Neuroscientists create the first brain-controlled exoskeleton that allow you to control a super-powered exoskeleton using only your thoughts.With the aid of brain-controlled devices, paralyzed people have been able to send e-mail, play video games, and operate robotic arms.

Scientists at the University of Chicago were experimenting with brain-computer interfaces in monkeys, teaching them to control computer cursors via electrodes implanted in their brains. We’ve known for a while that thinking about moving activates the same areas of the brain as moving itself does – so monkeys (and humans) learn to do this by imagining that they’re moving left, right, up or down. But the researchers discovered that the monkeys learned much faster if their arms were moved at the same time the cursor did – basically, they got feedback via movement in their bodies as well as from looking at the monitor.

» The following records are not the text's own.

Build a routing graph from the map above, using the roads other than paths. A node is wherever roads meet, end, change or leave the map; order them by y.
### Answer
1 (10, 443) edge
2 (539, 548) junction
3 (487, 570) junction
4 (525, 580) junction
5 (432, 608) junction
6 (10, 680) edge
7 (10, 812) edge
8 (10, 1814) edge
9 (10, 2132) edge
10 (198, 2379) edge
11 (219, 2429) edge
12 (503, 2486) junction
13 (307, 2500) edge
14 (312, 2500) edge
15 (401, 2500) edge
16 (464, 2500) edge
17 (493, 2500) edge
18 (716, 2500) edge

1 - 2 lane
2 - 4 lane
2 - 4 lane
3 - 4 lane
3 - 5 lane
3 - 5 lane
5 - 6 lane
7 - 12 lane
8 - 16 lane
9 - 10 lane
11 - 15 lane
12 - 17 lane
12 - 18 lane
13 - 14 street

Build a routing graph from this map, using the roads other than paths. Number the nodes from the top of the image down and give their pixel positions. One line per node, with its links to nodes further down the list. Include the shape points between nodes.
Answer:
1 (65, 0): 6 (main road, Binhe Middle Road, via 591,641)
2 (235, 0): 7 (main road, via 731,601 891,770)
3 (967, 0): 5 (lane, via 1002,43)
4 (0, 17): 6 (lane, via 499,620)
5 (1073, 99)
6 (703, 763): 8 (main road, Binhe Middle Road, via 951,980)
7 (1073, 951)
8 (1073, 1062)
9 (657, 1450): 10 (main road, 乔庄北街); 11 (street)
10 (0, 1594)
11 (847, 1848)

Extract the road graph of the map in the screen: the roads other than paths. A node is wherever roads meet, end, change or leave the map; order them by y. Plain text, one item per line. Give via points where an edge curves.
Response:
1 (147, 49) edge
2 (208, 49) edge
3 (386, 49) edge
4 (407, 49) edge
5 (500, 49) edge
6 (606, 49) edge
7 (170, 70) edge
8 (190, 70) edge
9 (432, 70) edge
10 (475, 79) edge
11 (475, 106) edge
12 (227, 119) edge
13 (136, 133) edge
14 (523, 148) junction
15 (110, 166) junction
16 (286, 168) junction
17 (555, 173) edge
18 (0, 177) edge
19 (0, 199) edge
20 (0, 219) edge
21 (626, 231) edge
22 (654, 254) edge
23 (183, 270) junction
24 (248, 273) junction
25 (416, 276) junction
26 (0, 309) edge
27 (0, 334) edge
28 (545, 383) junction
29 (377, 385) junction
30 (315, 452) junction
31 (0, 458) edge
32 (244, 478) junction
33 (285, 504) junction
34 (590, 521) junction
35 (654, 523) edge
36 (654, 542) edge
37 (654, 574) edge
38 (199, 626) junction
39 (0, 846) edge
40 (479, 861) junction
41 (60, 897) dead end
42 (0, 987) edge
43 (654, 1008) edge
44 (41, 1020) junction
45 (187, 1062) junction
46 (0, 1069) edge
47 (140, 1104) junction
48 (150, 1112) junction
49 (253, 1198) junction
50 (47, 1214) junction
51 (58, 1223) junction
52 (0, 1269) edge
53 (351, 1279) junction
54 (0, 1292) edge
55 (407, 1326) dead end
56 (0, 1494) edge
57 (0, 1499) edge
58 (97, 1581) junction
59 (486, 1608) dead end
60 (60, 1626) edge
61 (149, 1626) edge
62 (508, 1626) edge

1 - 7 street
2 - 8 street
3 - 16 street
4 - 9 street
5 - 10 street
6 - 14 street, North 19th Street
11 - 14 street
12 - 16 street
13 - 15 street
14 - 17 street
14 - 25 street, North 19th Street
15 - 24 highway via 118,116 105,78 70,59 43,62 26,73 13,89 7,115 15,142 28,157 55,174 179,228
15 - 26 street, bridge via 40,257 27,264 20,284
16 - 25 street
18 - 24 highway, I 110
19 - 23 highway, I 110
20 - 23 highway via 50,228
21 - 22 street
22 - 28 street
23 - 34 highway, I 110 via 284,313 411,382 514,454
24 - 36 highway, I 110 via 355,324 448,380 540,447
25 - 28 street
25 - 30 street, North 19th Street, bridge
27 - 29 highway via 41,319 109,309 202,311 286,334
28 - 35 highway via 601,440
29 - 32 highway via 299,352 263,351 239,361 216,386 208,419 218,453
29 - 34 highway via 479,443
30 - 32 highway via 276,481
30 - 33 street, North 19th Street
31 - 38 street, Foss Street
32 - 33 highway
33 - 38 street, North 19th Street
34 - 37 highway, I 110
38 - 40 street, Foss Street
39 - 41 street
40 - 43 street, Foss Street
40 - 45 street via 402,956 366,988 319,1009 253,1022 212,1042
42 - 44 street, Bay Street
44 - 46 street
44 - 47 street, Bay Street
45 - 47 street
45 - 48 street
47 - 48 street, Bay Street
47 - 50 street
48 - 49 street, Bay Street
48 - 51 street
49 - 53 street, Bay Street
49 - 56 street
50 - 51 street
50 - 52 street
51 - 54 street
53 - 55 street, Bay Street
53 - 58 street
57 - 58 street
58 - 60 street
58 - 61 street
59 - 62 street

According to the study from the Society for Neuroscience:

The authors worked with two adult rhesus macaques to assess a system that incorporates a sense of movement. Each monkey was first trained to control a cursor using brain signals only; electrodes collected and processed data from the monkeys’ motor cortex cells and transmitted those commands to the computer. Basic science research has shown that simply thinking about a motion activates brain cells in the same way that making the movement does, so each monkey needed to only think about moving a cursor to do it.

The researchers equipped each animal with a robotic “sleeve” that fit over an arm. In the first part of the experiment, the monkeys controlled the cursor by simply looking at the computer screen. In the second part, the robotic device moved the monkey’s relaxed arm in tandem with the cursor movement, so the monkey could sense the cursor’s motion in time and space. The authors found when the monkeys had the extra sensation, the cursor hit the target faster and more directly. The results also showed increased movement-related information in the activity of motor cortex cells, compared with visual-only feedback.

[Lead researcher Nicholas] Hatsopoulos said his group’s findings may pave the way for enhanced brain-controlled devices that include multiple forms of natural or even artificially produced sensory feedback. “Wearable exoskeletal robots could provide sensory information to patients with full or partial feeling,” he said. “Alternatively, direct stimulation of the relevant area of the cortex could be used to replicate sensory feedback in patients who have lost both motor and sensory function.”

The Journal of Neuroscience is published by the Society for Neuroscience, an organization of more than 40,000 basic scientists and clinicians who study the brain and nervous system.